Dalle recenti dichiarazioni delle principali banche centrali di Nord America, Europa e Asia emergono due aspetti fondamentali: la divergenza delle rispettive politiche monetarie e la differenza nei messaggi che hanno voluto trasmettere. Gli investitori ne hanno preso atto, traendone le proprie conclusioni. Quali sono, dunque, i punti chiave da evidenziare?
Uno dei principali messaggi della Banca centrale europea (BCE) è stato che la sua politica monetaria è attualmente “in a good place”: nell’area Euro la crescita si sta avvicinando a livelli di utilizzo normale della capacità produttiva, l’inflazione complessiva si va stabilizzando in prossimità dell’obiettivo del 2% e il tasso di riferimento attuale si attesta ad un livello che i responsabili della politica monetaria della BCE considerano “neutrale”, ovvero né espansivo né restrittivo. In altre parole, non vi è motivo per apportare grandi cambiamenti, in linea con le attese precedenti alla decisione. Prima della riunione di settembre, la maggior parte degli investitori obbligazionari sperava in un taglio dei tassi entro la fine dell’anno, speranza poi di fatto abbandonata. Questo spiega il recente rialzo dei rendimenti obbligazionari e l’apprezzamento dell’euro nei confronti del dollaro statunitense. Allo stato attuale, sembrerebbe improbabile un taglio dei tassi di interesse nel breve termine.

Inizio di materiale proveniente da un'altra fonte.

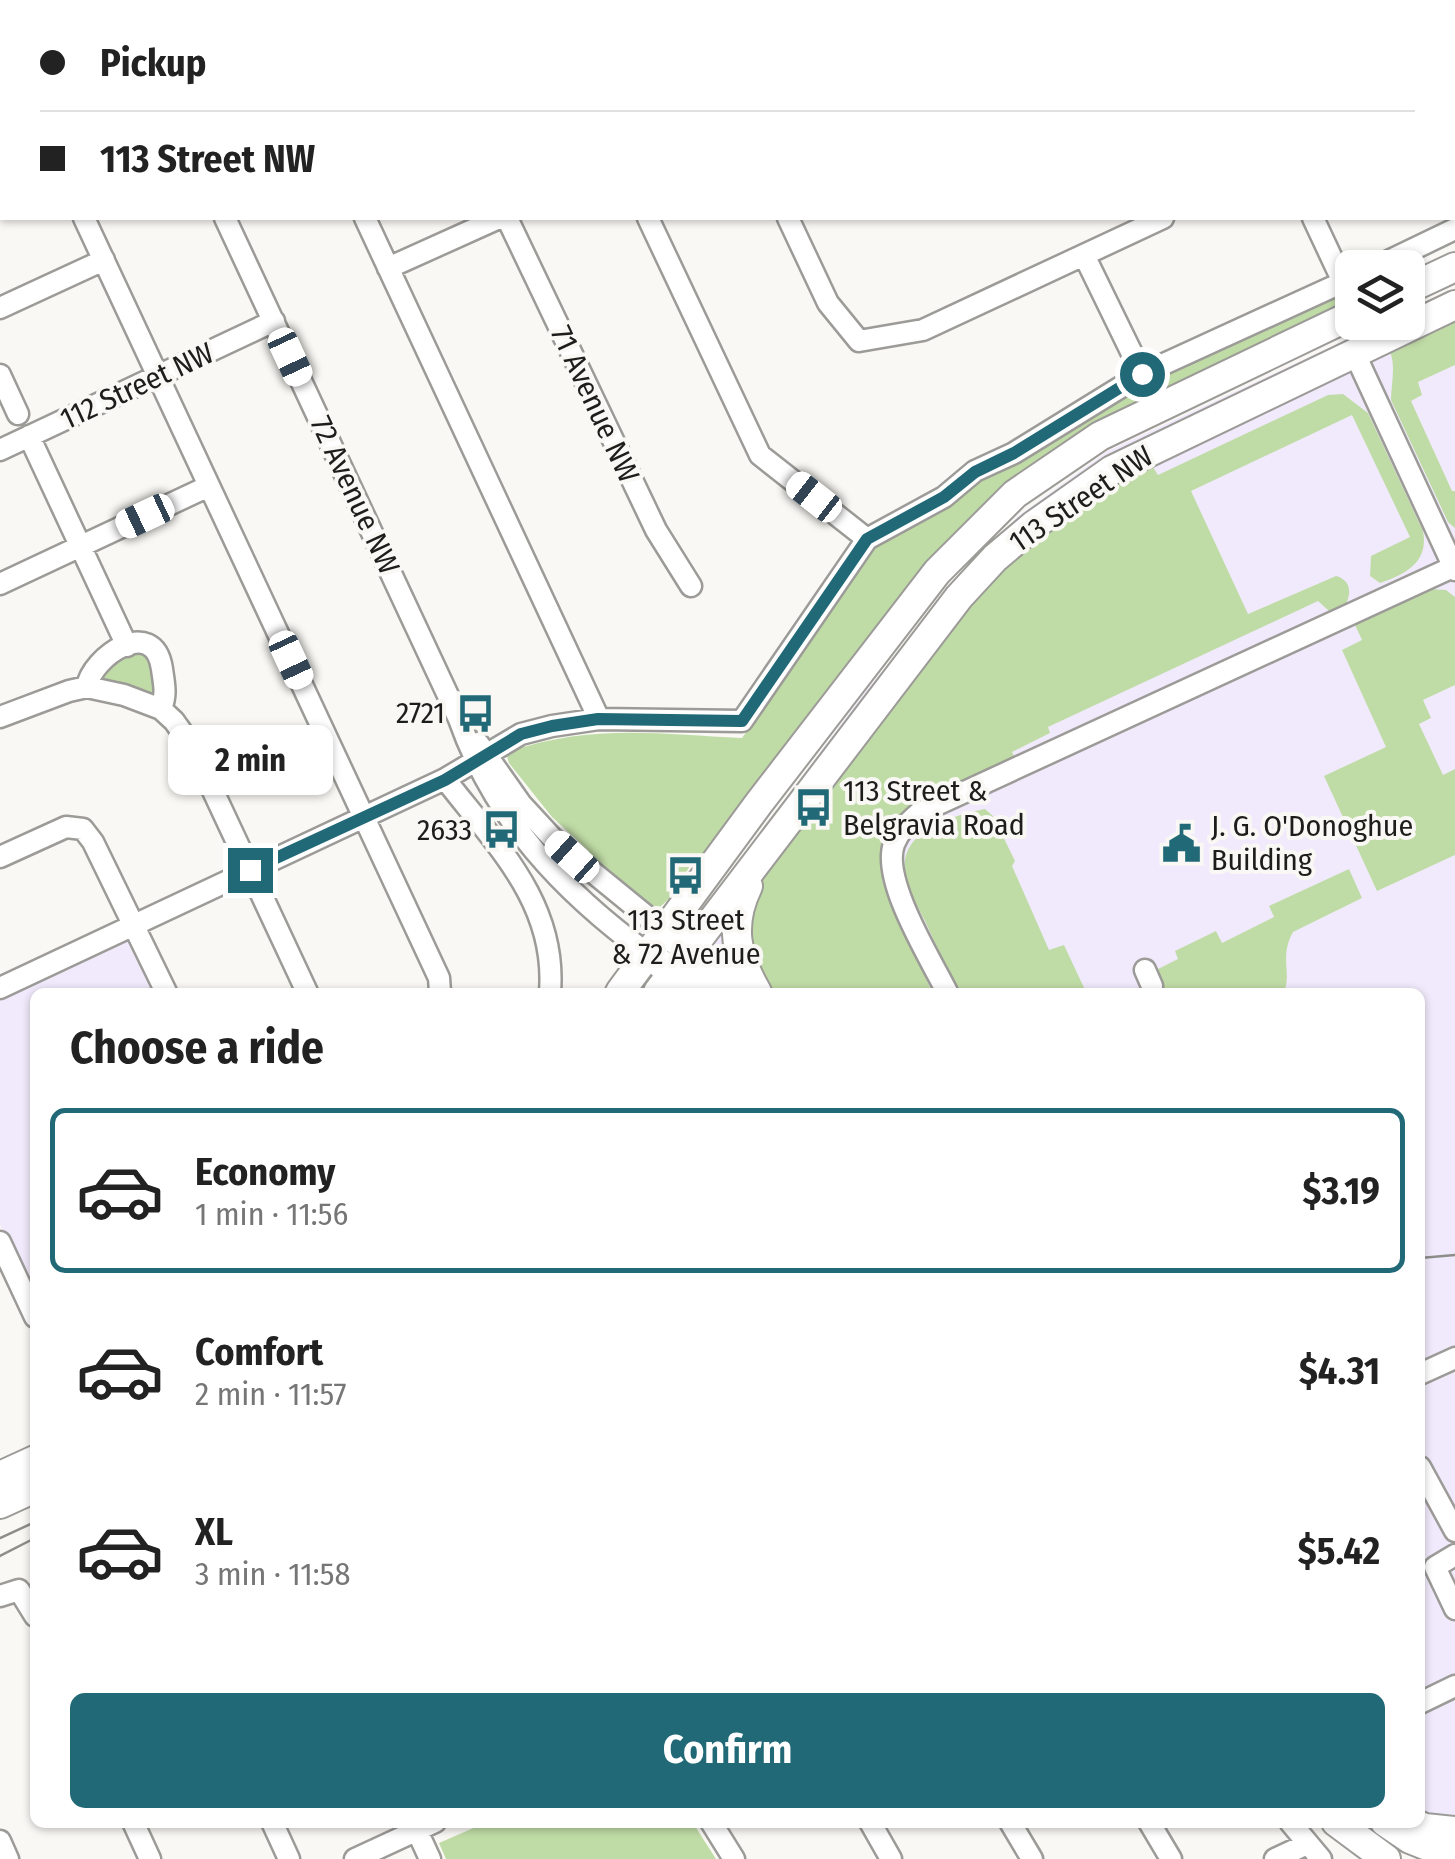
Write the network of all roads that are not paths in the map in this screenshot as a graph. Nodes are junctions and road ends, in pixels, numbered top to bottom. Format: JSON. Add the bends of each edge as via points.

Intanto, oltreoceano, la Federal Reserve (Fed) segue un percorso completamente diverso. Come previsto, ha tagliato il tasso di interesse di riferimento di 25 punti base, annunciando ulteriori tagli per il prossimo futuro. Il messaggio principale della Fed è stato questo: Vogliamo scongiurare qualsiasi rischio di ribasso prima che sia troppo tardi e siamo fiduciosi di riuscirci. E questo perché il suo “Summary of Economic Projections”, sempre oggetto di grande attenzione, per il 2026 non prevede né un aumento significativo della disoccupazione né un calo della crescita del PIL. Il problema principale per la banca centrale statunitense resta l’inflazione persistente. Si può solo sperare che gli aumenti dei prezzi indotti dai dazi restino contenuti e che gli effetti base li facciano sparire dai dati, al più tardi entro un anno. A ciò si aggiunge l’ulteriore aumento annuo dell'inflazione nel settore dei servizi, superiore al 3%. In questo contesto, negli Stati Uniti le prospettive sui tassi di interesse restano incerte, soprattutto a causa dell’inflazione. Gli investitori prevedono, per i prossimi dodici mesi, all’incirca quattro ulteriori interventi sui tassi di interesse, ciascuno di 25 punti base. Considerando che sono pochi gli osservatori che prevedono un indebolimento significativo della crescita economica, questo scenario potrebbe rivelarsi troppo ottimistico.
In Asia, la Bank of Japan (BoJ) sta seguendo un percorso ancora diverso, mantenendo invariato il tasso di riferimento. Tuttavia, durante l’ultima riunione di politica monetaria, alcuni membri con posizioni più restrittive hanno espresso la preferenza per un aumento dei tassi. Si tratta di una situazione rara che, in passato, ha spesso anticipato futuri rialzi. Gli investitori non rimarrebbero quindi sorpresi se entro fine anno il comitato direttivo della BoJ deliberasse un aumento di 25 punti base. La banca centrale giapponese ha inoltre annunciato l’intenzione di avviare la vendita di partecipazioni in azioni e titoli immobiliari (ETF e J-REIT) accumulati nella fase di Quantitative Easing (QE); il ritmo della vendita si prospetta tuttavia troppo modesto per avere un impatto significativo sui mercati.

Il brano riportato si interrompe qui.